Pictures do not belong in the copy; quote every entry below exactly.

*Stored data entries*:
++++++++++++++++++++
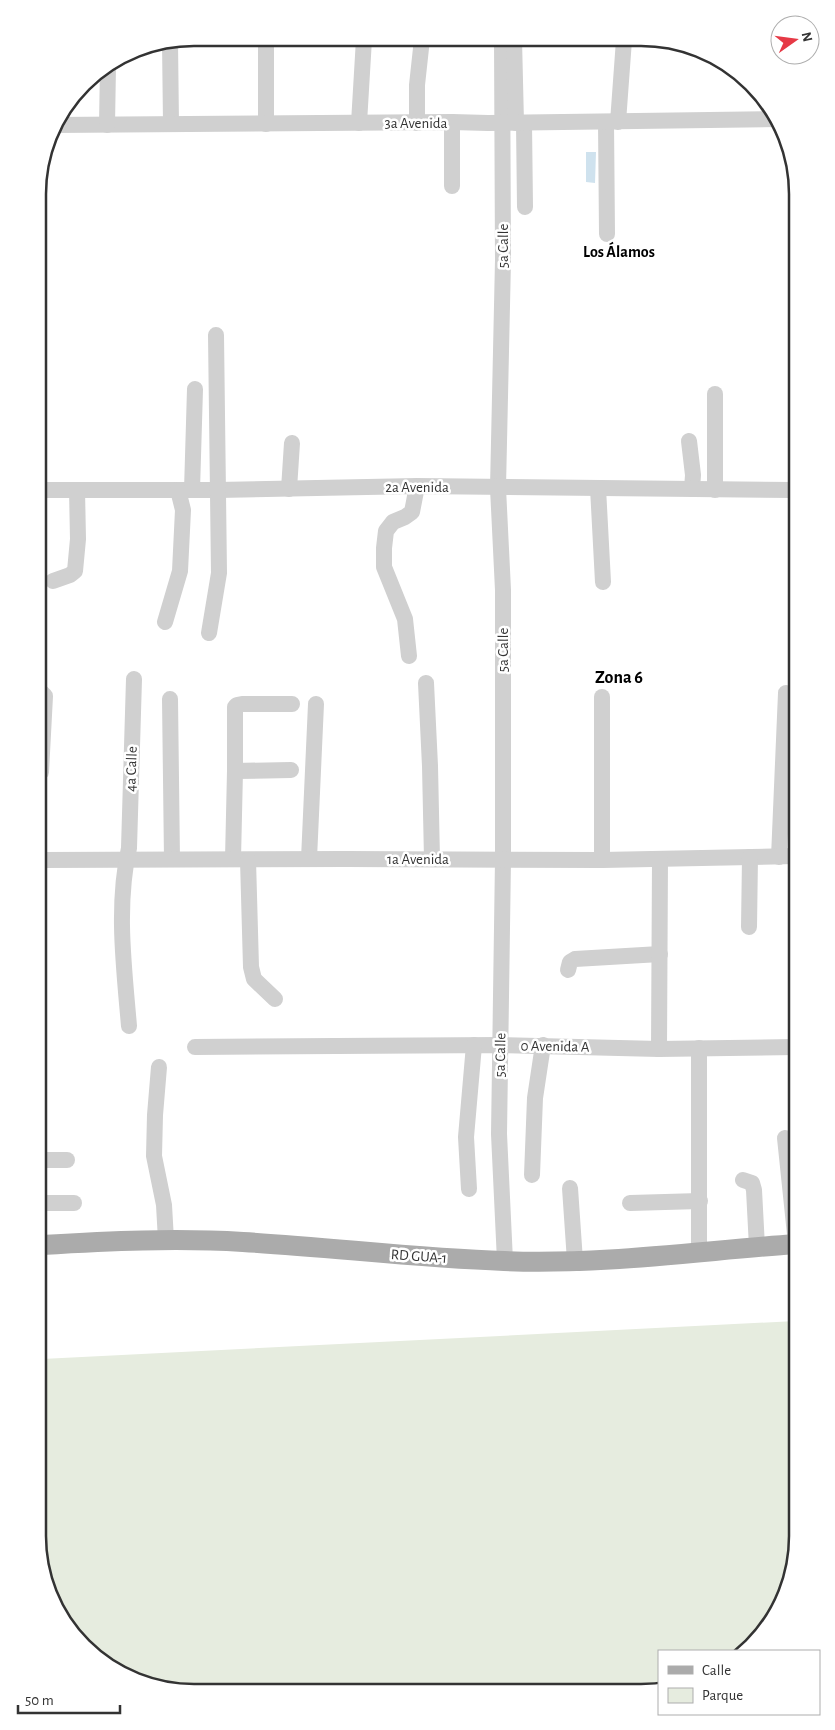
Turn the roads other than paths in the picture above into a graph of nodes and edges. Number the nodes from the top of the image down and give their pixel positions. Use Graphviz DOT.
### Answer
graph roads {
  1 [pos="421,46"];
  2 [pos="503,46"];
  3 [pos="514,46"];
  4 [pos="623,46"];
  5 [pos="266,47"];
  6 [pos="363,47"];
  7 [pos="170,49"];
  8 [pos="108,74"];
  9 [pos="768,119"];
  10 [pos="66,121"];
  11 [pos="452,122"];
  12 [pos="612,122"];
  13 [pos="359,123"];
  14 [pos="416,123"];
  15 [pos="515,123"];
  16 [pos="171,124"];
  17 [pos="266,124"];
  18 [pos="106,125"];
  19 [pos="452,186"];
  20 [pos="525,207"];
  21 [pos="607,234"];
  22 [pos="216,335"];
  23 [pos="195,389"];
  24 [pos="715,394"];
  25 [pos="689,441"];
  26 [pos="292,443"];
  27 [pos="416,486"];
  28 [pos="498,488"];
  29 [pos="598,488"];
  30 [pos="289,489"];
  31 [pos="692,489"];
  32 [pos="47,490"];
  33 [pos="77,490"];
  34 [pos="185,490"];
  35 [pos="218,490"];
  36 [pos="715,490"];
  37 [pos="789,490"];
  38 [pos="54,582"];
  39 [pos="603,582"];
  40 [pos="165,622"];
  41 [pos="209,633"];
  42 [pos="409,656"];
  43 [pos="134,679"];
  44 [pos="426,683"];
  45 [pos="786,693"];
  46 [pos="602,697"];
  47 [pos="170,699"];
  48 [pos="292,704"];
  49 [pos="316,704"];
  50 [pos="291,770"];
  51 [pos="235,771"];
  52 [pos="787,856"];
  53 [pos="750,857"];
  54 [pos="127,859"];
  55 [pos="172,859"];
  56 [pos="241,859"];
  57 [pos="309,859"];
  58 [pos="432,859"];
  59 [pos="503,859"];
  60 [pos="660,859"];
  61 [pos="47,860"];
  62 [pos="602,860"];
  63 [pos="749,927"];
  64 [pos="660,954"];
  65 [pos="568,970"];
  66 [pos="275,999"];
  67 [pos="129,1026"];
  68 [pos="474,1045"];
  69 [pos="500,1045"];
  70 [pos="543,1045"];
  71 [pos="195,1047"];
  72 [pos="788,1047"];
  73 [pos="700,1048"];
  74 [pos="659,1049"];
  75 [pos="160,1067"];
  76 [pos="785,1138"];
  77 [pos="46,1160"];
  78 [pos="67,1160"];
  79 [pos="788,1170"];
  80 [pos="532,1175"];
  81 [pos="743,1180"];
  82 [pos="469,1188"];
  83 [pos="570,1188"];
  84 [pos="700,1201"];
  85 [pos="46,1203"];
  86 [pos="74,1203"];
  87 [pos="630,1203"];
  88 [pos="166,1240"];
  89 [pos="46,1245"];
  90 [pos="788,1245"];
  91 [pos="757,1247"];
  92 [pos="699,1252"];
  93 [pos="505,1261"];
  94 [pos="575,1261"];
  1 -- 14 [label="street"];
  2 -- 15 [label="street, 5a Calle"];
  3 -- 15 [label="street"];
  4 -- 12 [label="street"];
  5 -- 17 [label="street"];
  6 -- 13 [label="street"];
  7 -- 16 [label="street"];
  8 -- 18 [label="street"];
  9 -- 12 [label="street, 3a Avenida"];
  10 -- 18 [label="street, 3a Avenida"];
  11 -- 14 [label="street, 3a Avenida"];
  11 -- 15 [label="street, 3a Avenida"];
  11 -- 19 [label="street"];
  12 -- 15 [label="street, 3a Avenida"];
  12 -- 21 [label="street"];
  13 -- 14 [label="street, 3a Avenida"];
  13 -- 17 [label="street, 3a Avenida"];
  15 -- 20 [label="street"];
  15 -- 28 [label="street, 5a Calle"];
  16 -- 17 [label="street, 3a Avenida"];
  16 -- 18 [label="street, 3a Avenida"];
  22 -- 35 [label="street"];
  23 -- 34 [label="street"];
  24 -- 36 [label="street"];
  25 -- 31 [label="street"];
  26 -- 30 [label="street"];
  27 -- 28 [label="street, 2a Avenida"];
  27 -- 30 [label="street, 2a Avenida"];
  27 -- 42 [label="street"];
  28 -- 29 [label="street, 2a Avenida"];
  28 -- 59 [label="street, 5a Calle"];
  29 -- 31 [label="street, 2a Avenida"];
  29 -- 39 [label="street"];
  30 -- 35 [label="street, 2a Avenida"];
  31 -- 36 [label="street, 2a Avenida"];
  32 -- 33 [label="street, 2a Avenida"];
  33 -- 34 [label="street, 2a Avenida"];
  33 -- 38 [label="street"];
  34 -- 35 [label="street, 2a Avenida"];
  34 -- 40 [label="street"];
  35 -- 41 [label="street"];
  36 -- 37 [label="street, 2a Avenida"];
  43 -- 54 [label="street, 4a Calle"];
  44 -- 58 [label="street"];
  45 -- 52 [label="street"];
  46 -- 62 [label="street"];
  47 -- 55 [label="street"];
  48 -- 51 [label="street"];
  49 -- 57 [label="street"];
  50 -- 51 [label="street"];
  51 -- 56 [label="street"];
  52 -- 53 [label="street, 1a Avenida"];
  53 -- 60 [label="street, 1a Avenida"];
  53 -- 63 [label="street"];
  54 -- 55 [label="street, 1a Avenida"];
  54 -- 61 [label="street, 1a Avenida"];
  54 -- 67 [label="street, 4a Calle"];
  55 -- 56 [label="street, 1a Avenida"];
  56 -- 57 [label="street, 1a Avenida"];
  56 -- 66 [label="street"];
  57 -- 58 [label="street, 1a Avenida"];
  58 -- 59 [label="street, 1a Avenida"];
  59 -- 62 [label="street, 1a Avenida"];
  59 -- 69 [label="street, 5a Calle"];
  60 -- 62 [label="street, 1a Avenida"];
  60 -- 64 [label="street"];
  64 -- 65 [label="street"];
  64 -- 74 [label="street"];
  68 -- 69 [label="street, 0 Avenida A"];
  68 -- 71 [label="street, 0 Avenida A"];
  68 -- 82 [label="street"];
  69 -- 70 [label="street, 0 Avenida A"];
  69 -- 93 [label="street, 5a Calle"];
  70 -- 74 [label="street, 0 Avenida A"];
  70 -- 80 [label="street"];
  72 -- 73 [label="street, 0 Avenida A"];
  73 -- 74 [label="street, 0 Avenida A"];
  73 -- 84 [label="street"];
  75 -- 88 [label="street"];
  76 -- 79 [label="street"];
  77 -- 78 [label="street"];
  81 -- 91 [label="street"];
  83 -- 94 [label="street"];
  84 -- 87 [label="street"];
  84 -- 92 [label="street"];
  85 -- 86 [label="street"];
  88 -- 89 [label="main road, RD GUA-1"];
  88 -- 93 [label="main road, RD GUA-1"];
  90 -- 91 [label="main road, RD GUA-1"];
  91 -- 92 [label="main road, RD GUA-1"];
  92 -- 94 [label="main road, RD GUA-1"];
  93 -- 94 [label="main road, RD GUA-1"];
}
++++++++++++++++++++
*SOLUTION FOR THIS TASK*:
Turn the roads other than paths in the picture above into a graph of nodes and edges. Number the nodes from the top of the image down and give their pixel positions. Use Graphviz DOT.
### Answer
graph roads {
  1 [pos="421,46"];
  2 [pos="503,46"];
  3 [pos="514,46"];
  4 [pos="623,46"];
  5 [pos="266,47"];
  6 [pos="363,47"];
  7 [pos="170,49"];
  8 [pos="108,74"];
  9 [pos="768,119"];
  10 [pos="66,121"];
  11 [pos="452,122"];
  12 [pos="612,122"];
  13 [pos="359,123"];
  14 [pos="416,123"];
  15 [pos="515,123"];
  16 [pos="171,124"];
  17 [pos="266,124"];
  18 [pos="106,125"];
  19 [pos="452,186"];
  20 [pos="525,207"];
  21 [pos="607,234"];
  22 [pos="216,335"];
  23 [pos="195,389"];
  24 [pos="715,394"];
  25 [pos="689,441"];
  26 [pos="292,443"];
  27 [pos="416,486"];
  28 [pos="498,488"];
  29 [pos="598,488"];
  30 [pos="289,489"];
  31 [pos="692,489"];
  32 [pos="47,490"];
  33 [pos="77,490"];
  34 [pos="185,490"];
  35 [pos="218,490"];
  36 [pos="715,490"];
  37 [pos="789,490"];
  38 [pos="54,582"];
  39 [pos="603,582"];
  40 [pos="165,622"];
  41 [pos="209,633"];
  42 [pos="409,656"];
  43 [pos="134,679"];
  44 [pos="426,683"];
  45 [pos="786,693"];
  46 [pos="602,697"];
  47 [pos="170,699"];
  48 [pos="292,704"];
  49 [pos="316,704"];
  50 [pos="291,770"];
  51 [pos="235,771"];
  52 [pos="787,856"];
  53 [pos="750,857"];
  54 [pos="127,859"];
  55 [pos="172,859"];
  56 [pos="241,859"];
  57 [pos="309,859"];
  58 [pos="432,859"];
  59 [pos="503,859"];
  60 [pos="660,859"];
  61 [pos="47,860"];
  62 [pos="602,860"];
  63 [pos="749,927"];
  64 [pos="660,954"];
  65 [pos="568,970"];
  66 [pos="275,999"];
  67 [pos="129,1026"];
  68 [pos="474,1045"];
  69 [pos="500,1045"];
  70 [pos="543,1045"];
  71 [pos="195,1047"];
  72 [pos="788,1047"];
  73 [pos="700,1048"];
  74 [pos="659,1049"];
  75 [pos="160,1067"];
  76 [pos="785,1138"];
  77 [pos="46,1160"];
  78 [pos="67,1160"];
  79 [pos="788,1170"];
  80 [pos="532,1175"];
  81 [pos="743,1180"];
  82 [pos="469,1188"];
  83 [pos="570,1188"];
  84 [pos="700,1201"];
  85 [pos="46,1203"];
  86 [pos="74,1203"];
  87 [pos="630,1203"];
  88 [pos="166,1240"];
  89 [pos="46,1245"];
  90 [pos="788,1245"];
  91 [pos="757,1247"];
  92 [pos="699,1252"];
  93 [pos="505,1261"];
  94 [pos="575,1261"];
  1 -- 14 [label="street"];
  2 -- 15 [label="street, 5a Calle"];
  3 -- 15 [label="street"];
  4 -- 12 [label="street"];
  5 -- 17 [label="street"];
  6 -- 13 [label="street"];
  7 -- 16 [label="street"];
  8 -- 18 [label="street"];
  9 -- 12 [label="street, 3a Avenida"];
  10 -- 18 [label="street, 3a Avenida"];
  11 -- 14 [label="street, 3a Avenida"];
  11 -- 15 [label="street, 3a Avenida"];
  11 -- 19 [label="street"];
  12 -- 15 [label="street, 3a Avenida"];
  12 -- 21 [label="street"];
  13 -- 14 [label="street, 3a Avenida"];
  13 -- 17 [label="street, 3a Avenida"];
  15 -- 20 [label="street"];
  15 -- 28 [label="street, 5a Calle"];
  16 -- 17 [label="street, 3a Avenida"];
  16 -- 18 [label="street, 3a Avenida"];
  22 -- 35 [label="street"];
  23 -- 34 [label="street"];
  24 -- 36 [label="street"];
  25 -- 31 [label="street"];
  26 -- 30 [label="street"];
  27 -- 28 [label="street, 2a Avenida"];
  27 -- 30 [label="street, 2a Avenida"];
  27 -- 42 [label="street"];
  28 -- 29 [label="street, 2a Avenida"];
  28 -- 59 [label="street, 5a Calle"];
  29 -- 31 [label="street, 2a Avenida"];
  29 -- 39 [label="street"];
  30 -- 35 [label="street, 2a Avenida"];
  31 -- 36 [label="street, 2a Avenida"];
  32 -- 33 [label="street, 2a Avenida"];
  33 -- 34 [label="street, 2a Avenida"];
  33 -- 38 [label="street"];
  34 -- 35 [label="street, 2a Avenida"];
  34 -- 40 [label="street"];
  35 -- 41 [label="street"];
  36 -- 37 [label="street, 2a Avenida"];
  43 -- 54 [label="street, 4a Calle"];
  44 -- 58 [label="street"];
  45 -- 52 [label="street"];
  46 -- 62 [label="street"];
  47 -- 55 [label="street"];
  48 -- 51 [label="street"];
  49 -- 57 [label="street"];
  50 -- 51 [label="street"];
  51 -- 56 [label="street"];
  52 -- 53 [label="street, 1a Avenida"];
  53 -- 60 [label="street, 1a Avenida"];
  53 -- 63 [label="street"];
  54 -- 55 [label="street, 1a Avenida"];
  54 -- 61 [label="street, 1a Avenida"];
  54 -- 67 [label="street, 4a Calle"];
  55 -- 56 [label="street, 1a Avenida"];
  56 -- 57 [label="street, 1a Avenida"];
  56 -- 66 [label="street"];
  57 -- 58 [label="street, 1a Avenida"];
  58 -- 59 [label="street, 1a Avenida"];
  59 -- 62 [label="street, 1a Avenida"];
  59 -- 69 [label="street, 5a Calle"];
  60 -- 62 [label="street, 1a Avenida"];
  60 -- 64 [label="street"];
  64 -- 65 [label="street"];
  64 -- 74 [label="street"];
  68 -- 69 [label="street, 0 Avenida A"];
  68 -- 71 [label="street, 0 Avenida A"];
  68 -- 82 [label="street"];
  69 -- 70 [label="street, 0 Avenida A"];
  69 -- 93 [label="street, 5a Calle"];
  70 -- 74 [label="street, 0 Avenida A"];
  70 -- 80 [label="street"];
  72 -- 73 [label="street, 0 Avenida A"];
  73 -- 74 [label="street, 0 Avenida A"];
  73 -- 84 [label="street"];
  75 -- 88 [label="street"];
  76 -- 79 [label="street"];
  77 -- 78 [label="street"];
  81 -- 91 [label="street"];
  83 -- 94 [label="street"];
  84 -- 87 [label="street"];
  84 -- 92 [label="street"];
  85 -- 86 [label="street"];
  88 -- 89 [label="main road, RD GUA-1"];
  88 -- 93 [label="main road, RD GUA-1"];
  90 -- 91 [label="main road, RD GUA-1"];
  91 -- 92 [label="main road, RD GUA-1"];
  92 -- 94 [label="main road, RD GUA-1"];
  93 -- 94 [label="main road, RD GUA-1"];
}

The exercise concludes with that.